EXERCISE DESCRIPTION:
The data below has to be returned exactly, down to the last character.

DATA PROVIDED:

● ● ● ● ● ● ●

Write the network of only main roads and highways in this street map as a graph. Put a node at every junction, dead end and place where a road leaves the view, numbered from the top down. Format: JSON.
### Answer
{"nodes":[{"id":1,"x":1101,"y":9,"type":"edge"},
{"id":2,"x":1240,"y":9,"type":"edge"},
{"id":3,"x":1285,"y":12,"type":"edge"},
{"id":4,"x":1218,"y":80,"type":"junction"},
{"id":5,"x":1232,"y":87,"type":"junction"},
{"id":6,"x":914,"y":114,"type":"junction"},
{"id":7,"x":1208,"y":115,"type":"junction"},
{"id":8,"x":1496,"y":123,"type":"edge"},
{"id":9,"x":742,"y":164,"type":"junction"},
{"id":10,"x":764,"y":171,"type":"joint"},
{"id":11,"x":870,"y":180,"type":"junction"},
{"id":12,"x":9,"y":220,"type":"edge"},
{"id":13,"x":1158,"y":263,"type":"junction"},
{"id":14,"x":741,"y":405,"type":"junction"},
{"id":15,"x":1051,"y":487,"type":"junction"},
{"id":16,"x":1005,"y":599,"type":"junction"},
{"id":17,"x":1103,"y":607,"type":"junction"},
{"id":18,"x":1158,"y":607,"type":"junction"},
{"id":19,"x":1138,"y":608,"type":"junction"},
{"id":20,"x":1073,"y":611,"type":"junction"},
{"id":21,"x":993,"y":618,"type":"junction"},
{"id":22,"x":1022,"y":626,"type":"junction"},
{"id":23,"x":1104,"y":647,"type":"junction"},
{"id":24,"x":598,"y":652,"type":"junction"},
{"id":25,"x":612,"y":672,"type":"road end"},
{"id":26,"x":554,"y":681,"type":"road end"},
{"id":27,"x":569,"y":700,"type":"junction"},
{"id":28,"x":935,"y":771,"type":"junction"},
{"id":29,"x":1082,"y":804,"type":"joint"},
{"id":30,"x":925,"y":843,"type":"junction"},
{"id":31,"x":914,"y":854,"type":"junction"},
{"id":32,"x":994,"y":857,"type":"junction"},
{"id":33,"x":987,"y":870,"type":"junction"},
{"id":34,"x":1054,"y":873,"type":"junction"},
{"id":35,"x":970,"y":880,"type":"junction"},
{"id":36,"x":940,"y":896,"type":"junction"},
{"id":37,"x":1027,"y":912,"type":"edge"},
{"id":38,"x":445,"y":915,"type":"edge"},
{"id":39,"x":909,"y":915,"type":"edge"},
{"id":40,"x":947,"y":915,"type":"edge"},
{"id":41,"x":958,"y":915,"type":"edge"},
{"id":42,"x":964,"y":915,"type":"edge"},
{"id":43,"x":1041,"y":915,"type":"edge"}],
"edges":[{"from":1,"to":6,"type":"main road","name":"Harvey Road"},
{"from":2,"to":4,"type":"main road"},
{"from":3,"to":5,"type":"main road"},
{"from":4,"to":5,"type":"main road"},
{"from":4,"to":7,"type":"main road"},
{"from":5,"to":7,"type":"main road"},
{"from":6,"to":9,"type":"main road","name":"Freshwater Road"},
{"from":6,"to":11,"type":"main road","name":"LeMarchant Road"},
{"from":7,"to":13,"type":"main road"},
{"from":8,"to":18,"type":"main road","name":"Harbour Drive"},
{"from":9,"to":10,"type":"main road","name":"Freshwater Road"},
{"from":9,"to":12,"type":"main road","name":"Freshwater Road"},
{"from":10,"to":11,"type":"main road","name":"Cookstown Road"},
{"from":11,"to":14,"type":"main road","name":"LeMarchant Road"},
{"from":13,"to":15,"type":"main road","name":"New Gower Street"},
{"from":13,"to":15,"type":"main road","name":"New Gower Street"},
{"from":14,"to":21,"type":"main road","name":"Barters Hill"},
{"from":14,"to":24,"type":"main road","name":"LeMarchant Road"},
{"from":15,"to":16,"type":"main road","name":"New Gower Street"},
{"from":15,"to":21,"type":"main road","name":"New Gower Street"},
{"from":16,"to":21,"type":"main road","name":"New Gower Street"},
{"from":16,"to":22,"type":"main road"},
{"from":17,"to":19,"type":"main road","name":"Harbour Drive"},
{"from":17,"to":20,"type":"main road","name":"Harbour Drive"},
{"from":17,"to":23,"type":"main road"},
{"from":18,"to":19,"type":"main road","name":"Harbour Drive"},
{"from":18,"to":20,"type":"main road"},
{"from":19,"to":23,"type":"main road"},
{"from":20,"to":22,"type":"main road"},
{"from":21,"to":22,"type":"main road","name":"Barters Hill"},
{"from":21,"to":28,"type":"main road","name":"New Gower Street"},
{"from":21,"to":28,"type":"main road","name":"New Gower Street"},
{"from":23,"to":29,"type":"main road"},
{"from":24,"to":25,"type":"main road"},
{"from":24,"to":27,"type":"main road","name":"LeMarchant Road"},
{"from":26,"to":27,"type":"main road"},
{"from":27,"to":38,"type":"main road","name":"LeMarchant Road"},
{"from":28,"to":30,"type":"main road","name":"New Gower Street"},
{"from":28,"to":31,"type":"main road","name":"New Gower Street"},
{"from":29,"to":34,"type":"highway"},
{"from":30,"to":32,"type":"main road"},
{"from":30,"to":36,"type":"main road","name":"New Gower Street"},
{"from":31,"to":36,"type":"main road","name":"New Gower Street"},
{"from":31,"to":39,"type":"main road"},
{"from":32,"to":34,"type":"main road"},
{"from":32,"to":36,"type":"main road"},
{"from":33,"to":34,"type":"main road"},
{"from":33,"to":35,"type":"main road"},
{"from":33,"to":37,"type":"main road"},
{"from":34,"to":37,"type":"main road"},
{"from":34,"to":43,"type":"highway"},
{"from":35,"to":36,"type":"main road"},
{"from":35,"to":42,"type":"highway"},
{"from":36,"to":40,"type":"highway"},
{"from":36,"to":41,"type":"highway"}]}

● ● ● ● ● ● ●

OUTPUT OF THE EXERCISE:
Write the network of only main roads and highways in this street map as a graph. Put a node at every junction, dead end and place where a road leaves the view, numbered from the top down. Format: JSON.
### Answer
{"nodes":[{"id":1,"x":1101,"y":9,"type":"edge"},
{"id":2,"x":1240,"y":9,"type":"edge"},
{"id":3,"x":1285,"y":12,"type":"edge"},
{"id":4,"x":1218,"y":80,"type":"junction"},
{"id":5,"x":1232,"y":87,"type":"junction"},
{"id":6,"x":914,"y":114,"type":"junction"},
{"id":7,"x":1208,"y":115,"type":"junction"},
{"id":8,"x":1496,"y":123,"type":"edge"},
{"id":9,"x":742,"y":164,"type":"junction"},
{"id":10,"x":764,"y":171,"type":"joint"},
{"id":11,"x":870,"y":180,"type":"junction"},
{"id":12,"x":9,"y":220,"type":"edge"},
{"id":13,"x":1158,"y":263,"type":"junction"},
{"id":14,"x":741,"y":405,"type":"junction"},
{"id":15,"x":1051,"y":487,"type":"junction"},
{"id":16,"x":1005,"y":599,"type":"junction"},
{"id":17,"x":1103,"y":607,"type":"junction"},
{"id":18,"x":1158,"y":607,"type":"junction"},
{"id":19,"x":1138,"y":608,"type":"junction"},
{"id":20,"x":1073,"y":611,"type":"junction"},
{"id":21,"x":993,"y":618,"type":"junction"},
{"id":22,"x":1022,"y":626,"type":"junction"},
{"id":23,"x":1104,"y":647,"type":"junction"},
{"id":24,"x":598,"y":652,"type":"junction"},
{"id":25,"x":612,"y":672,"type":"road end"},
{"id":26,"x":554,"y":681,"type":"road end"},
{"id":27,"x":569,"y":700,"type":"junction"},
{"id":28,"x":935,"y":771,"type":"junction"},
{"id":29,"x":1082,"y":804,"type":"joint"},
{"id":30,"x":925,"y":843,"type":"junction"},
{"id":31,"x":914,"y":854,"type":"junction"},
{"id":32,"x":994,"y":857,"type":"junction"},
{"id":33,"x":987,"y":870,"type":"junction"},
{"id":34,"x":1054,"y":873,"type":"junction"},
{"id":35,"x":970,"y":880,"type":"junction"},
{"id":36,"x":940,"y":896,"type":"junction"},
{"id":37,"x":1027,"y":912,"type":"edge"},
{"id":38,"x":445,"y":915,"type":"edge"},
{"id":39,"x":909,"y":915,"type":"edge"},
{"id":40,"x":947,"y":915,"type":"edge"},
{"id":41,"x":958,"y":915,"type":"edge"},
{"id":42,"x":964,"y":915,"type":"edge"},
{"id":43,"x":1041,"y":915,"type":"edge"}],
"edges":[{"from":1,"to":6,"type":"main road","name":"Harvey Road"},
{"from":2,"to":4,"type":"main road"},
{"from":3,"to":5,"type":"main road"},
{"from":4,"to":5,"type":"main road"},
{"from":4,"to":7,"type":"main road"},
{"from":5,"to":7,"type":"main road"},
{"from":6,"to":9,"type":"main road","name":"Freshwater Road"},
{"from":6,"to":11,"type":"main road","name":"LeMarchant Road"},
{"from":7,"to":13,"type":"main road"},
{"from":8,"to":18,"type":"main road","name":"Harbour Drive"},
{"from":9,"to":10,"type":"main road","name":"Freshwater Road"},
{"from":9,"to":12,"type":"main road","name":"Freshwater Road"},
{"from":10,"to":11,"type":"main road","name":"Cookstown Road"},
{"from":11,"to":14,"type":"main road","name":"LeMarchant Road"},
{"from":13,"to":15,"type":"main road","name":"New Gower Street"},
{"from":13,"to":15,"type":"main road","name":"New Gower Street"},
{"from":14,"to":21,"type":"main road","name":"Barters Hill"},
{"from":14,"to":24,"type":"main road","name":"LeMarchant Road"},
{"from":15,"to":16,"type":"main road","name":"New Gower Street"},
{"from":15,"to":21,"type":"main road","name":"New Gower Street"},
{"from":16,"to":21,"type":"main road","name":"New Gower Street"},
{"from":16,"to":22,"type":"main road"},
{"from":17,"to":19,"type":"main road","name":"Harbour Drive"},
{"from":17,"to":20,"type":"main road","name":"Harbour Drive"},
{"from":17,"to":23,"type":"main road"},
{"from":18,"to":19,"type":"main road","name":"Harbour Drive"},
{"from":18,"to":20,"type":"main road"},
{"from":19,"to":23,"type":"main road"},
{"from":20,"to":22,"type":"main road"},
{"from":21,"to":22,"type":"main road","name":"Barters Hill"},
{"from":21,"to":28,"type":"main road","name":"New Gower Street"},
{"from":21,"to":28,"type":"main road","name":"New Gower Street"},
{"from":23,"to":29,"type":"main road"},
{"from":24,"to":25,"type":"main road"},
{"from":24,"to":27,"type":"main road","name":"LeMarchant Road"},
{"from":26,"to":27,"type":"main road"},
{"from":27,"to":38,"type":"main road","name":"LeMarchant Road"},
{"from":28,"to":30,"type":"main road","name":"New Gower Street"},
{"from":28,"to":31,"type":"main road","name":"New Gower Street"},
{"from":29,"to":34,"type":"highway"},
{"from":30,"to":32,"type":"main road"},
{"from":30,"to":36,"type":"main road","name":"New Gower Street"},
{"from":31,"to":36,"type":"main road","name":"New Gower Street"},
{"from":31,"to":39,"type":"main road"},
{"from":32,"to":34,"type":"main road"},
{"from":32,"to":36,"type":"main road"},
{"from":33,"to":34,"type":"main road"},
{"from":33,"to":35,"type":"main road"},
{"from":33,"to":37,"type":"main road"},
{"from":34,"to":37,"type":"main road"},
{"from":34,"to":43,"type":"highway"},
{"from":35,"to":36,"type":"main road"},
{"from":35,"to":42,"type":"highway"},
{"from":36,"to":40,"type":"highway"},
{"from":36,"to":41,"type":"highway"}]}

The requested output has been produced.